Search code examples
scalaapache-sparkrdd

Loading files based on pattern matching in spark


I have 31 inputs files with named from date=2018-01-01 till date=2018-01-31.

I am able to load all these files into an rdd this way:

val input = sc.textFile("hdfs://user/cloudera/date=*")

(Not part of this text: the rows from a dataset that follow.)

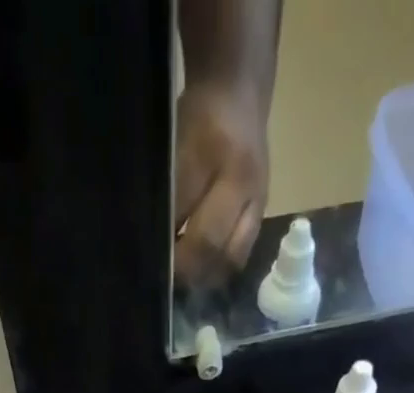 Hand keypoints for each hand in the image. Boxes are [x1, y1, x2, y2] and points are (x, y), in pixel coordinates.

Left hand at [173, 80, 268, 287]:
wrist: (239, 92)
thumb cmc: (196, 116)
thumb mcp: (172, 143)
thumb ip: (166, 193)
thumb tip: (153, 245)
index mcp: (210, 150)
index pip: (181, 214)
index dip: (165, 244)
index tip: (150, 262)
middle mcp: (240, 178)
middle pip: (210, 245)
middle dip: (184, 269)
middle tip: (166, 279)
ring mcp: (257, 198)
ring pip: (229, 258)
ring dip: (204, 276)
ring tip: (184, 279)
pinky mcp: (263, 213)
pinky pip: (240, 255)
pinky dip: (218, 269)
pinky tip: (202, 271)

But what if I want to load the files for only 1 week? (files from date=2018-01-15 to date=2018-01-22).


Solution

  • You can specify your files individually to textFile by joining them with ,:

    val files = (15 to 22).map(
      day => "hdfs://user/cloudera/date=2018-01-" + "%02d".format(day)
    ).mkString(",")
    

    which produces:

    hdfs://user/cloudera/date=2018-01-15,hdfs://user/cloudera/date=2018-01-16,hdfs://user/cloudera/date=2018-01-17,hdfs://user/cloudera/date=2018-01-18,hdfs://user/cloudera/date=2018-01-19,hdfs://user/cloudera/date=2018-01-20,hdfs://user/cloudera/date=2018-01-21,hdfs://user/cloudera/date=2018-01-22
    

    and you can call it this way:

    val input = sc.textFile(files)
    

    Notice the formatting ("%02d".format(day)) of the day in order to add the leading 0 to days between 1 and 9.